THE INPUT START

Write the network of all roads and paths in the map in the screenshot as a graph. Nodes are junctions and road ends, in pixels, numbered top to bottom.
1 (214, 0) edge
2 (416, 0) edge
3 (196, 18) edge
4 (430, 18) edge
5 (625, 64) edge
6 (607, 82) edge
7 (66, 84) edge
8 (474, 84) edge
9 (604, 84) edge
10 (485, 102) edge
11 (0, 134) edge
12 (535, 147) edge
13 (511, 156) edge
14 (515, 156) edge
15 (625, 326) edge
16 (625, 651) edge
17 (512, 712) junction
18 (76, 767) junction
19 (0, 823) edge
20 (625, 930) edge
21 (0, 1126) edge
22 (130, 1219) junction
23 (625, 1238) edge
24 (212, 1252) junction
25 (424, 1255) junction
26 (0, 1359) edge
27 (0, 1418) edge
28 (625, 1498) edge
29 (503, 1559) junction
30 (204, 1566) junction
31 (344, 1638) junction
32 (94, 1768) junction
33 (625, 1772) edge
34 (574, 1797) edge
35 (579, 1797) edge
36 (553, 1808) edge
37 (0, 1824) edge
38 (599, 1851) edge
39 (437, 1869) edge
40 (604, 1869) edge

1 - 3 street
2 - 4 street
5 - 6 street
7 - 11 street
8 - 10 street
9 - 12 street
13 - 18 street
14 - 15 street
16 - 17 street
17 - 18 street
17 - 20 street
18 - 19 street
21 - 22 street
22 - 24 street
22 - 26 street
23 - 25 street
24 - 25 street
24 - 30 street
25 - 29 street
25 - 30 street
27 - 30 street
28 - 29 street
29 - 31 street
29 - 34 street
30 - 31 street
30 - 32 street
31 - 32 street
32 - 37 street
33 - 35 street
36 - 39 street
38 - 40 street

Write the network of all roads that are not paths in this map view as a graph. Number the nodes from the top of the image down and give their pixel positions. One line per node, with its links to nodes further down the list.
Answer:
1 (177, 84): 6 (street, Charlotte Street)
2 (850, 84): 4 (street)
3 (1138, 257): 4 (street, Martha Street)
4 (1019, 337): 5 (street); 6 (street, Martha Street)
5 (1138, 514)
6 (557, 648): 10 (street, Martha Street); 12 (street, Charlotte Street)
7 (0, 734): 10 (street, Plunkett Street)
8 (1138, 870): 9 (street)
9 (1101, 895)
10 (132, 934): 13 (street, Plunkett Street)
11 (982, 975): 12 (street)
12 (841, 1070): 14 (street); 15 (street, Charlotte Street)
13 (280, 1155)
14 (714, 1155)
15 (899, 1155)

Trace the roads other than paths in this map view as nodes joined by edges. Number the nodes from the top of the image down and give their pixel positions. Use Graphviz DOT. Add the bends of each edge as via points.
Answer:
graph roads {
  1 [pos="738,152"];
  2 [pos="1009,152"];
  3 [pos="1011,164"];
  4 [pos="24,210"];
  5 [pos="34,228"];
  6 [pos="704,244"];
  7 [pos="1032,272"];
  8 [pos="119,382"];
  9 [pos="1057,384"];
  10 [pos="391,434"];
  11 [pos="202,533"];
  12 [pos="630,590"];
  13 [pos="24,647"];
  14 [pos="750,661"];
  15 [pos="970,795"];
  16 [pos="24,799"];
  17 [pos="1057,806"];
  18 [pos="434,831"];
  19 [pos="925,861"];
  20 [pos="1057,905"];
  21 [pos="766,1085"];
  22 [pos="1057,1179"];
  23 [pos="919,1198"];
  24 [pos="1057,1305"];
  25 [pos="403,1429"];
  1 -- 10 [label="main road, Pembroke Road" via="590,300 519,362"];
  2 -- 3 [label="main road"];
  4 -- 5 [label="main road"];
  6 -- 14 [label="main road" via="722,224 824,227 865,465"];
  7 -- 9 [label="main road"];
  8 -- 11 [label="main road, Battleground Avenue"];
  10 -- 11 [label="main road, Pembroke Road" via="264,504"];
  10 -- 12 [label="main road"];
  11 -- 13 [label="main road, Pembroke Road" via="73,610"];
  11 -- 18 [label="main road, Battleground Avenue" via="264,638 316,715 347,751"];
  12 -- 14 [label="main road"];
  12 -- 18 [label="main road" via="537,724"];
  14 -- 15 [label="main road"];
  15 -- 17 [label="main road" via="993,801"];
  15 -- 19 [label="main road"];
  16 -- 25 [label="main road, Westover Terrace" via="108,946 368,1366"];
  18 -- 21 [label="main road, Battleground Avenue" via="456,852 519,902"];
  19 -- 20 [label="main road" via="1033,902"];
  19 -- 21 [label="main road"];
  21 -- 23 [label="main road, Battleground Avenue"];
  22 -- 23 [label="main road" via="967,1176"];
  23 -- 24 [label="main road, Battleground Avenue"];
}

THE INPUT END

- **INSTRUCTIONS TO FOLLOW**
Every record above is to be transcribed exactly.

- **COMPLETED TASK**
Write the network of all roads and paths in the map in the screenshot as a graph. Nodes are junctions and road ends, in pixels, numbered top to bottom.
1 (214, 0) edge
2 (416, 0) edge
3 (196, 18) edge
4 (430, 18) edge
5 (625, 64) edge
6 (607, 82) edge
7 (66, 84) edge
8 (474, 84) edge
9 (604, 84) edge
10 (485, 102) edge
11 (0, 134) edge
12 (535, 147) edge
13 (511, 156) edge
14 (515, 156) edge
15 (625, 326) edge
16 (625, 651) edge
17 (512, 712) junction
18 (76, 767) junction
19 (0, 823) edge
20 (625, 930) edge
21 (0, 1126) edge
22 (130, 1219) junction
23 (625, 1238) edge
24 (212, 1252) junction
25 (424, 1255) junction
26 (0, 1359) edge
27 (0, 1418) edge
28 (625, 1498) edge
29 (503, 1559) junction
30 (204, 1566) junction
31 (344, 1638) junction
32 (94, 1768) junction
33 (625, 1772) edge
34 (574, 1797) edge
35 (579, 1797) edge
36 (553, 1808) edge
37 (0, 1824) edge
38 (599, 1851) edge
39 (437, 1869) edge
40 (604, 1869) edge

1 - 3 street
2 - 4 street
5 - 6 street
7 - 11 street
8 - 10 street
9 - 12 street
13 - 18 street
14 - 15 street
16 - 17 street
17 - 18 street
17 - 20 street
18 - 19 street
21 - 22 street
22 - 24 street
22 - 26 street
23 - 25 street
24 - 25 street
24 - 30 street
25 - 29 street
25 - 30 street
27 - 30 street
28 - 29 street
29 - 31 street
29 - 34 street
30 - 31 street
30 - 32 street
31 - 32 street
32 - 37 street
33 - 35 street
36 - 39 street
38 - 40 street

Write the network of all roads that are not paths in this map view as a graph. Number the nodes from the top of the image down and give their pixel positions. One line per node, with its links to nodes further down the list.
Answer:
1 (177, 84): 6 (street, Charlotte Street)
2 (850, 84): 4 (street)
3 (1138, 257): 4 (street, Martha Street)
4 (1019, 337): 5 (street); 6 (street, Martha Street)
5 (1138, 514)
6 (557, 648): 10 (street, Martha Street); 12 (street, Charlotte Street)
7 (0, 734): 10 (street, Plunkett Street)
8 (1138, 870): 9 (street)
9 (1101, 895)
10 (132, 934): 13 (street, Plunkett Street)
11 (982, 975): 12 (street)
12 (841, 1070): 14 (street); 15 (street, Charlotte Street)
13 (280, 1155)
14 (714, 1155)
15 (899, 1155)

Trace the roads other than paths in this map view as nodes joined by edges. Number the nodes from the top of the image down and give their pixel positions. Use Graphviz DOT. Add the bends of each edge as via points.
Answer:
graph roads {
  1 [pos="738,152"];
  2 [pos="1009,152"];
  3 [pos="1011,164"];
  4 [pos="24,210"];
  5 [pos="34,228"];
  6 [pos="704,244"];
  7 [pos="1032,272"];
  8 [pos="119,382"];
  9 [pos="1057,384"];
  10 [pos="391,434"];
  11 [pos="202,533"];
  12 [pos="630,590"];
  13 [pos="24,647"];
  14 [pos="750,661"];
  15 [pos="970,795"];
  16 [pos="24,799"];
  17 [pos="1057,806"];
  18 [pos="434,831"];
  19 [pos="925,861"];
  20 [pos="1057,905"];
  21 [pos="766,1085"];
  22 [pos="1057,1179"];
  23 [pos="919,1198"];
  24 [pos="1057,1305"];
  25 [pos="403,1429"];
  1 -- 10 [label="main road, Pembroke Road" via="590,300 519,362"];
  2 -- 3 [label="main road"];
  4 -- 5 [label="main road"];
  6 -- 14 [label="main road" via="722,224 824,227 865,465"];
  7 -- 9 [label="main road"];
  8 -- 11 [label="main road, Battleground Avenue"];
  10 -- 11 [label="main road, Pembroke Road" via="264,504"];
  10 -- 12 [label="main road"];
  11 -- 13 [label="main road, Pembroke Road" via="73,610"];
  11 -- 18 [label="main road, Battleground Avenue" via="264,638 316,715 347,751"];
  12 -- 14 [label="main road"];
  12 -- 18 [label="main road" via="537,724"];
  14 -- 15 [label="main road"];
  15 -- 17 [label="main road" via="993,801"];
  15 -- 19 [label="main road"];
  16 -- 25 [label="main road, Westover Terrace" via="108,946 368,1366"];
  18 -- 21 [label="main road, Battleground Avenue" via="456,852 519,902"];
  19 -- 20 [label="main road" via="1033,902"];
  19 -- 21 [label="main road"];
  21 -- 23 [label="main road, Battleground Avenue"];
  22 -- 23 [label="main road" via="967,1176"];
  23 -- 24 [label="main road, Battleground Avenue"];
}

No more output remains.